Once More, This Time With Clojure

If you happened to read my post from the other day entitled My New “Top Artists Last 7 Days” Widget, you know that I went through three iterations of getting it going. The final solution, written in Ruby worked well. Until bands like Motörhead, Mötley Crüe and Einstürzende Neubauten showed up in the list. At that point, the HTML parsing library I was using would barf, and processing would stop, leaving the list showing on the blog in an incomplete state. It wasn’t the library’s fault; apparently Ruby still has problems dealing with non-ASCII characters. I did everything I thought I needed to do to tell Ruby that it would be dealing with UTF-8 encoding, but it just kept right on barfing.

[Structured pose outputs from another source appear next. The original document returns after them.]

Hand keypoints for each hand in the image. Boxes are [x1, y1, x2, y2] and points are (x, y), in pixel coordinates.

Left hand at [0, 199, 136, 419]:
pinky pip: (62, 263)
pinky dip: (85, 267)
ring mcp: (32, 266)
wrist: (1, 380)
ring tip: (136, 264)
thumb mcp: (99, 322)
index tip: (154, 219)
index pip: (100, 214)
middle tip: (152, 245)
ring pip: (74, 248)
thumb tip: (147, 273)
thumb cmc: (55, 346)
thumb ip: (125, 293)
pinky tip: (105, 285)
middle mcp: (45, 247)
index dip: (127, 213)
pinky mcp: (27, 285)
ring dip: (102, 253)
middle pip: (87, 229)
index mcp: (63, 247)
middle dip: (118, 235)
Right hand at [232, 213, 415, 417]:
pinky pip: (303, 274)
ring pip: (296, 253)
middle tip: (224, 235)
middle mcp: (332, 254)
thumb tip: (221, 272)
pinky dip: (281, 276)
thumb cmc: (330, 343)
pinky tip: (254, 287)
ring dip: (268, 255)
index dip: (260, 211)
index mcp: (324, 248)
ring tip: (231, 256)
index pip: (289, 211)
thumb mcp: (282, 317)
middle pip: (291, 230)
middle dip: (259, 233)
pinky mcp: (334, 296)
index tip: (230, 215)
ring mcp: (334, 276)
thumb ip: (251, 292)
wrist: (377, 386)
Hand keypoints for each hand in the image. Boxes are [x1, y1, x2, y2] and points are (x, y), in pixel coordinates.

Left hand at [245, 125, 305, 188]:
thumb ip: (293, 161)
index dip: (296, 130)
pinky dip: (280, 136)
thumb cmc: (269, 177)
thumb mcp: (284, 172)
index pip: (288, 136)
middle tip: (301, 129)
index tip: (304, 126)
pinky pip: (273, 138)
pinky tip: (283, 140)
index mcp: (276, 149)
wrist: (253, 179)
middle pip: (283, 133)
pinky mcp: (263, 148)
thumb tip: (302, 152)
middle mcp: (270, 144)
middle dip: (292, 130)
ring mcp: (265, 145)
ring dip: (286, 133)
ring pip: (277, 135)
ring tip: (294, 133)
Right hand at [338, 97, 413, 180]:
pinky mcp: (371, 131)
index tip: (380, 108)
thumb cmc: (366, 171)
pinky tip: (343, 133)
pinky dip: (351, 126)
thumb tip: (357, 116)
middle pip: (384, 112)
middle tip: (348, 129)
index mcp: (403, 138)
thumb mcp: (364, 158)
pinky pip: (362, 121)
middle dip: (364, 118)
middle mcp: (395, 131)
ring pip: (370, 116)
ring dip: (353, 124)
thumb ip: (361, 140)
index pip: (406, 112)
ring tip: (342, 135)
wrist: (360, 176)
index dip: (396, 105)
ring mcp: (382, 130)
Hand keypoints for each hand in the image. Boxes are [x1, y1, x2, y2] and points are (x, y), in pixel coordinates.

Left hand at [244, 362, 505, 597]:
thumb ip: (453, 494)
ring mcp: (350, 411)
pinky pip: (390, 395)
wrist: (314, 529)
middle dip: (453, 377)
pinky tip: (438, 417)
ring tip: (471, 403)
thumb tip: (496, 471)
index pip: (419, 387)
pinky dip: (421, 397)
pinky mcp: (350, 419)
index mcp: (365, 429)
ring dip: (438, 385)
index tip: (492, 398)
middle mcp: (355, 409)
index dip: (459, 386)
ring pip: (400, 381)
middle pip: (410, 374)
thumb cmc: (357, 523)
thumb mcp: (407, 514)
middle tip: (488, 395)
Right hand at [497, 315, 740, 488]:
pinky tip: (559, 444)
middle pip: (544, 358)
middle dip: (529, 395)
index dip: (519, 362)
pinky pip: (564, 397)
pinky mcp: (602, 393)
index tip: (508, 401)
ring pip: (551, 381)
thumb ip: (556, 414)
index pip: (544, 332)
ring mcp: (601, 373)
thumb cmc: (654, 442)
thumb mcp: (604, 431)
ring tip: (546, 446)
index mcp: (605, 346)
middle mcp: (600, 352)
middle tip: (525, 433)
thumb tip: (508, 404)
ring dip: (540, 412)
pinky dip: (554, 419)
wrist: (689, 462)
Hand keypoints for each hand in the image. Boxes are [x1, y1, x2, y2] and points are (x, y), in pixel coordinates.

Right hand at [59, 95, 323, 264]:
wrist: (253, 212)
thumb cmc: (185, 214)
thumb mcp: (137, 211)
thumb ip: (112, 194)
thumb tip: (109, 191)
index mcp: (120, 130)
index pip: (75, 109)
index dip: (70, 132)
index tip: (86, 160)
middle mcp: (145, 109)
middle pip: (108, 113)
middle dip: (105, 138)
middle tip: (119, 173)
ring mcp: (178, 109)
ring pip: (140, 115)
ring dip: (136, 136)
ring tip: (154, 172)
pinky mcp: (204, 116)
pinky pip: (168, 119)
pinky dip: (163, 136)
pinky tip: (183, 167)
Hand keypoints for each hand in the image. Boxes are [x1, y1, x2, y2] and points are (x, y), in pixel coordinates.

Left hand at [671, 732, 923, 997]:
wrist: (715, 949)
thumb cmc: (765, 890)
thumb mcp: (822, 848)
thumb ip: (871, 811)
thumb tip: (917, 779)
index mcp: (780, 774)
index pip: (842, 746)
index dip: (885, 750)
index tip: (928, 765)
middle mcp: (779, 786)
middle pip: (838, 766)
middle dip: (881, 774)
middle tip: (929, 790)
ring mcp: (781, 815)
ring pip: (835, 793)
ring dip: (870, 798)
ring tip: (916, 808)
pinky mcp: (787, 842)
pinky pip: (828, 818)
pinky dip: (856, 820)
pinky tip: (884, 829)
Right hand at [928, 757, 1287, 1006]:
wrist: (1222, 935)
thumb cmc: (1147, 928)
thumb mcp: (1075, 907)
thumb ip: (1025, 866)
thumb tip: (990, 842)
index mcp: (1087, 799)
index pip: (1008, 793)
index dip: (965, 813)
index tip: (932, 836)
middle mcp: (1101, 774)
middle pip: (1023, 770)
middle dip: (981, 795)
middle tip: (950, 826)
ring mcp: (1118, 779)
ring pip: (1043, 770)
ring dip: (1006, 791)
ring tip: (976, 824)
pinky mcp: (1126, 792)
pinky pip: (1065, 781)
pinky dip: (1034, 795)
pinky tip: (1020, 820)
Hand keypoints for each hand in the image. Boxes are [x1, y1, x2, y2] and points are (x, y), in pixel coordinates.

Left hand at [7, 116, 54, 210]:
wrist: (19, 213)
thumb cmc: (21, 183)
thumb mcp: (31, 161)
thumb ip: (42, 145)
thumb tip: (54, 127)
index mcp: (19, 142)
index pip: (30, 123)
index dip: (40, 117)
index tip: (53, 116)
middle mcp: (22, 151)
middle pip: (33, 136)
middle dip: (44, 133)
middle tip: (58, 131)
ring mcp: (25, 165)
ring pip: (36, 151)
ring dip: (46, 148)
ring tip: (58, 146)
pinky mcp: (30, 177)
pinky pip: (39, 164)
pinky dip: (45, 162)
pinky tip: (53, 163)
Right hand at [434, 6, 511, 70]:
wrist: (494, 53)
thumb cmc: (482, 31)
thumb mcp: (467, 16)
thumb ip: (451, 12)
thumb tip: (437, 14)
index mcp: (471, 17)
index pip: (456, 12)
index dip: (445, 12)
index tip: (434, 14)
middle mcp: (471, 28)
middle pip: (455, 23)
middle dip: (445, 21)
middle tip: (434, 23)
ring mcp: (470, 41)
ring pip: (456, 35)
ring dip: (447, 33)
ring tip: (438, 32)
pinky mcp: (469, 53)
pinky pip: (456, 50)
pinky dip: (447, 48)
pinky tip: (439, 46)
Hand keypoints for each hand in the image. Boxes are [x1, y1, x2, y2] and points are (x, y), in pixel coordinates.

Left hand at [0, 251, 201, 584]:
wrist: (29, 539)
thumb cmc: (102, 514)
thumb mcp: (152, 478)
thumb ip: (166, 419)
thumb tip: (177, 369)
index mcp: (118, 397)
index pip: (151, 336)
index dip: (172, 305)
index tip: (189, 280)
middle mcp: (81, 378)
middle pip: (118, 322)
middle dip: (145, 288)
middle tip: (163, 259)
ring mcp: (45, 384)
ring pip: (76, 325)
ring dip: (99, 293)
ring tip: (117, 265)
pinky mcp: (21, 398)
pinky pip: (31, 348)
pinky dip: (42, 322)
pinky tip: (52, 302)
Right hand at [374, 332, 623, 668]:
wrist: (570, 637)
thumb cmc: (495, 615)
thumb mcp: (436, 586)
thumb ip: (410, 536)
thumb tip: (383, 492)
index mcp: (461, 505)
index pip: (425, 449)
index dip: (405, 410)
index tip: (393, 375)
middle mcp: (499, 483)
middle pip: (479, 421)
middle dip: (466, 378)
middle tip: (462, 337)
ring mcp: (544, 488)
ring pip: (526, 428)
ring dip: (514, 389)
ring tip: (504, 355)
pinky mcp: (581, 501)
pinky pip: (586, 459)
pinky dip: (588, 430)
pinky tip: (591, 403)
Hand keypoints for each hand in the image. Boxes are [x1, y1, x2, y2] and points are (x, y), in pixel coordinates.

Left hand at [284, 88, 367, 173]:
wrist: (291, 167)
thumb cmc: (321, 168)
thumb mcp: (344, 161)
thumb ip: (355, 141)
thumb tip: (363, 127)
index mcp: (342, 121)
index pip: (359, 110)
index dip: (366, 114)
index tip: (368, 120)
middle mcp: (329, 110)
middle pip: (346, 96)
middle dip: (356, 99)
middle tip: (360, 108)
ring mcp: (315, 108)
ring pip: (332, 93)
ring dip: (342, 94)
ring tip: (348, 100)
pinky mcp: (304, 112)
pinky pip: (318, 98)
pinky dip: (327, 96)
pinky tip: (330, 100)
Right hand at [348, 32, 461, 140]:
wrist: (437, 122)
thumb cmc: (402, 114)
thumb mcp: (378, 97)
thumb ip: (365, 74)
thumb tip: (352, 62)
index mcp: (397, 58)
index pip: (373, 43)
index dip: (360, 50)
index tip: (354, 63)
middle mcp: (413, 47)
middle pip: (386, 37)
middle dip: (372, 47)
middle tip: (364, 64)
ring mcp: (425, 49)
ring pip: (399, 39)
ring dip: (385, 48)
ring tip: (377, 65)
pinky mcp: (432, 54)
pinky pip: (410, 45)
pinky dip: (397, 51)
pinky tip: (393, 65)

I was left with only two choices: stop listening to any band with an umlaut in the name (and God help me if any of my Scandinavian bands popped up, with the Ø or å characters), or rewrite the stupid program, again, in a language that I knew could easily deal with UTF-8.

Since I’ve been working in Clojure a lot lately, it seemed lika the logical choice. I spent about an hour working on it last night, and I ended up with a working program and a bit more Clojure experience. Here’s the program for your edification, with a description to follow:

(ns lastfmfetch.core
(:gen-class))

(require '[clj-http.client :as client])
(import '(java.io PrintStream)
'(org.htmlcleaner HtmlCleaner))

(defn get-artist-and-playcount [cell]
(let [title (.getAttributeByName cell "title")
[match artist playcount] (re-matches #"^(.+), played ([wd]+)s*S*$" title)
playcountStr (if (= playcount "once") "1" playcount)]
[artist playcountStr]))

(defn get-url [cell]
(let [links (.getElementsByName cell "a" true)
a (first links)
href (.getAttributeByName a "href")]
(str "http://last.fm" href)))

(defn fetch-data [filename]
(let [response (client/get "http://www.last.fm/user/joeyGibson/charts?rangetype=week&subtype=artists")
cleaner (HtmlCleaner.)]
(if (= (:status response) 200)
(with-open [out (PrintStream. filename "UTF-8")]
(.println out "<html><head><meta charset="UTF-8"/></head><body><ol>")
(doto (.getProperties cleaner)
(.setOmitComments true)
(.setPruneTags "script,style"))
(when-let [node (.clean cleaner (:body response))]
(let [subjectCells (take 5 (.getElementsByAttValue node "class" "subjectCell" true true))]
(doseq [cell subjectCells]
(let [[artist playcount] (get-artist-and-playcount cell)
url (get-url cell)]
(.println out (str "<li><a href='" url "'>" artist "</a>, Plays: " playcount "</li>"))))))
(.println out "</ol></body></html>")))))

;; Main
(defn -main [& args]
(if (< (count args) 1)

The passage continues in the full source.